First I describe the legal proceedings of the time in general, and then I give some examples of lawsuits from district court sessions in the parishes of Liminka and Ii.

Because of the establishment of the Courts of Appeal, jurisdiction was standardized in Sweden during the 1600s. The Courts of Appeal controlled all the verdicts given in inferior courts and took up all the death sentences, which were often overturned.
The reason for the many death sentences given in inferior courts was the application of the Old Testament Law of Moses as secular law. From the beginning of the 1600s, secular and religious laws were used side by side in trials. According to the Law of Moses, the death sentence was possible for 70 different crimes.

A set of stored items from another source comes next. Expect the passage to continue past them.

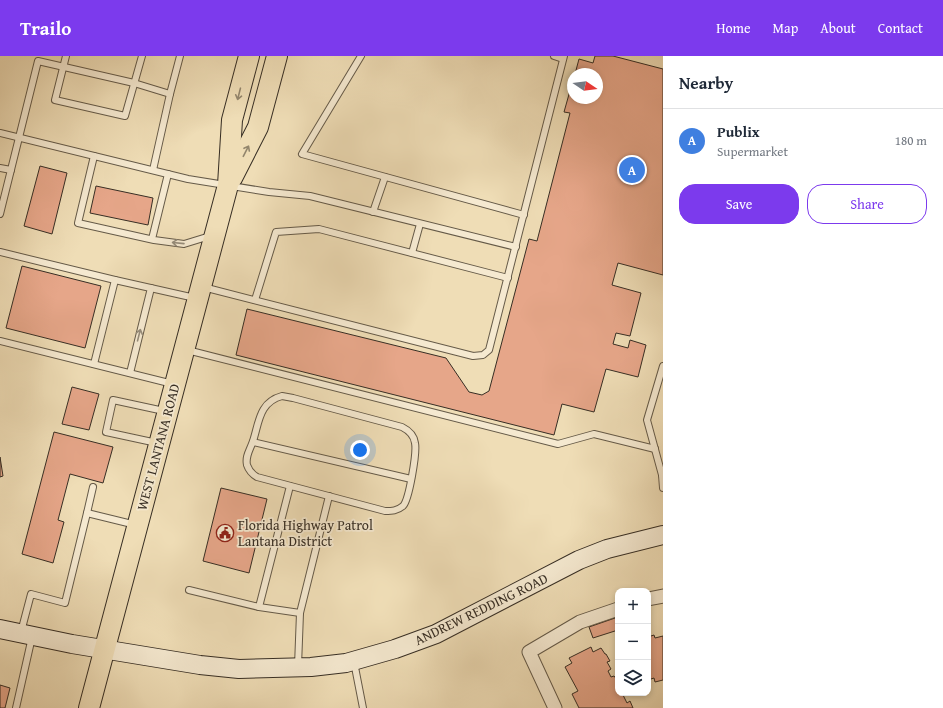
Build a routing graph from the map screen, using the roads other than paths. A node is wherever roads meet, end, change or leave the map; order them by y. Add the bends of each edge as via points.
1 (66, 56) edge
2 (142, 56) edge
3 (180, 56) edge
4 (249, 56) edge
5 (277, 56) edge
6 (361, 56) edge
7 (554, 56) edge
8 (564, 57) edge
9 (38, 58) edge
10 (63, 67) junction
11 (134, 84) junction
12 (170, 94) junction
13 (0, 133) edge
14 (18, 137) junction
15 (94, 156) junction
16 (0, 168) edge
17 (10, 170) junction
18 (153, 170) junction
19 (168, 174) junction
20 (385, 177) junction
21 (228, 185) junction
22 (373, 212) junction
23 (0, 214) edge
24 (524, 215) junction
25 (420, 224) junction
26 (216, 234) junction
27 (152, 239) junction
28 (516, 248) junction
29 (0, 252) edge
30 (412, 253) junction
31 (508, 278) junction
32 (115, 280) junction
33 (151, 288) junction
34 (200, 292) junction
35 (255, 300) junction
36 (0, 341) edge
37 (184, 349) junction
38 (94, 364) junction
39 (663, 366) edge
40 (130, 373) junction
41 (175, 384) junction
42 (168, 412) junction
43 (253, 442) junction
44 (159, 444) junction
45 (655, 449) junction
46 (662, 474) edge
47 (411, 479) junction
48 (290, 486) junction
49 (93, 487) dead end
50 (663, 488) edge
51 (330, 496) junction
52 (87, 513) junction
53 (137, 525) junction
54 (663, 535) edge
55 (189, 590) dead end
56 (663, 596) edge
57 (651, 598) edge
58 (259, 607) junction
59 (615, 610) edge
60 (300, 613) junction
61 (0, 629) edge
62 (27, 634) junction
63 (104, 649) junction
64 (354, 661) junction
65 (298, 667) junction
66 (16, 708) edge
67 (89, 708) edge
68 (363, 708) edge
69 (555, 708) edge

1 - 10 lane
2 - 11 lane
3 - 12 lane
4 -> 21 main road, WEST LANTANA ROAD via 232,120
21 -> 5 main road, WEST LANTANA ROAD via 258,127
6 - 20 lane via 302,154
7 - 8 lane
8 - 24 lane
9 - 10 lane
9 - 14 lane
10 - 11 lane
10 - 11 lane via 55,100 124,116
11 - 12 lane
12 - 18 lane
13 - 14 lane
14 - 15 lane
14 - 17 lane
15 - 18 lane
15 - 27 lane via 78,223
16 - 17 lane
17 - 23 lane
18 - 19 lane
19 - 21 lane
19 - 27 lane
20 - 22 lane
20 - 24 lane
21 - 22 lane via 310,196
21 - 26 main road, WEST LANTANA ROAD
22 - 25 lane
24 - 28 lane
25 - 28 lane
25 - 30 lane
26 -> 27 lane via 184,244
26 - 34 main road, WEST LANTANA ROAD
28 - 31 lane
29 - 32 lane
30 - 31 lane
30 - 35 lane via 318,229 276,232
31 - 35 lane via 489,350 483,356 473,356
32 - 33 lane
32 - 38 lane
33 - 34 lane
40 -> 33 lane
34 - 35 lane
34 - 37 main road, WEST LANTANA ROAD
36 - 38 lane
37 - 41 main road, WEST LANTANA ROAD
37 - 45 lane via 558,444 594,434
38 - 40 lane
39 - 45 lane via 647,420
40 - 41 lane
41 - 42 main road, WEST LANTANA ROAD
42 - 44 main road, WEST LANTANA ROAD
42 - 44 lane via 113,400 106,432
43 - 47 lane
43 - 47 lane via 258,422 269,402 282,396 293,398 409,430 416,442
43 - 48 lane via 247,454 250,472 257,477
44 - 53 main road, WEST LANTANA ROAD
45 - 46 lane
46 - 50 lane
47 - 51 lane via 406,502 395,511 385,511
48 - 51 lane
48 - 58 lane
49 - 52 lane
51 - 60 lane
52 - 53 lane
52 - 62 lane via 64,603 30,594
53 - 63 main road, WEST LANTANA ROAD
54 - 64 street, ANDREW REDDING ROAD via 607,549 579,560 436,634 394,650
55 - 58 lane
56 - 57 street
58 - 60 lane
59 - 69 street via 580,622 529,652
60 - 65 lane
61 - 62 street, ANDREW REDDING ROAD
62 - 63 street, ANDREW REDDING ROAD
62 - 66 lane
63 - 65 street, ANDREW REDDING ROAD via 215,667
63 - 67 main road, WEST LANTANA ROAD
64 - 65 street, ANDREW REDDING ROAD
64 - 68 lane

The Law of Moses increased the influence of the Church, which was now also able to control the moral standards of people more efficiently than ever before. The church and the government controlled, for example, premarital sex life, and single mothers were taken to court. They and their partners were usually sentenced to the lash and they had to pay fines and were put to shame in the church, too.

There were also about 200 witchcraft trials in Finland during the century, and 60 people, mostly women, were condemned to death.
A partial reason for the fundamentalistic atmosphere was European development after the Reformation and Counter-Reformation, and also absolutism. The sovereigns favoured a fundamentalistic religion and church, because the church declared that the reign of the absolutistic monarch was of divine origin.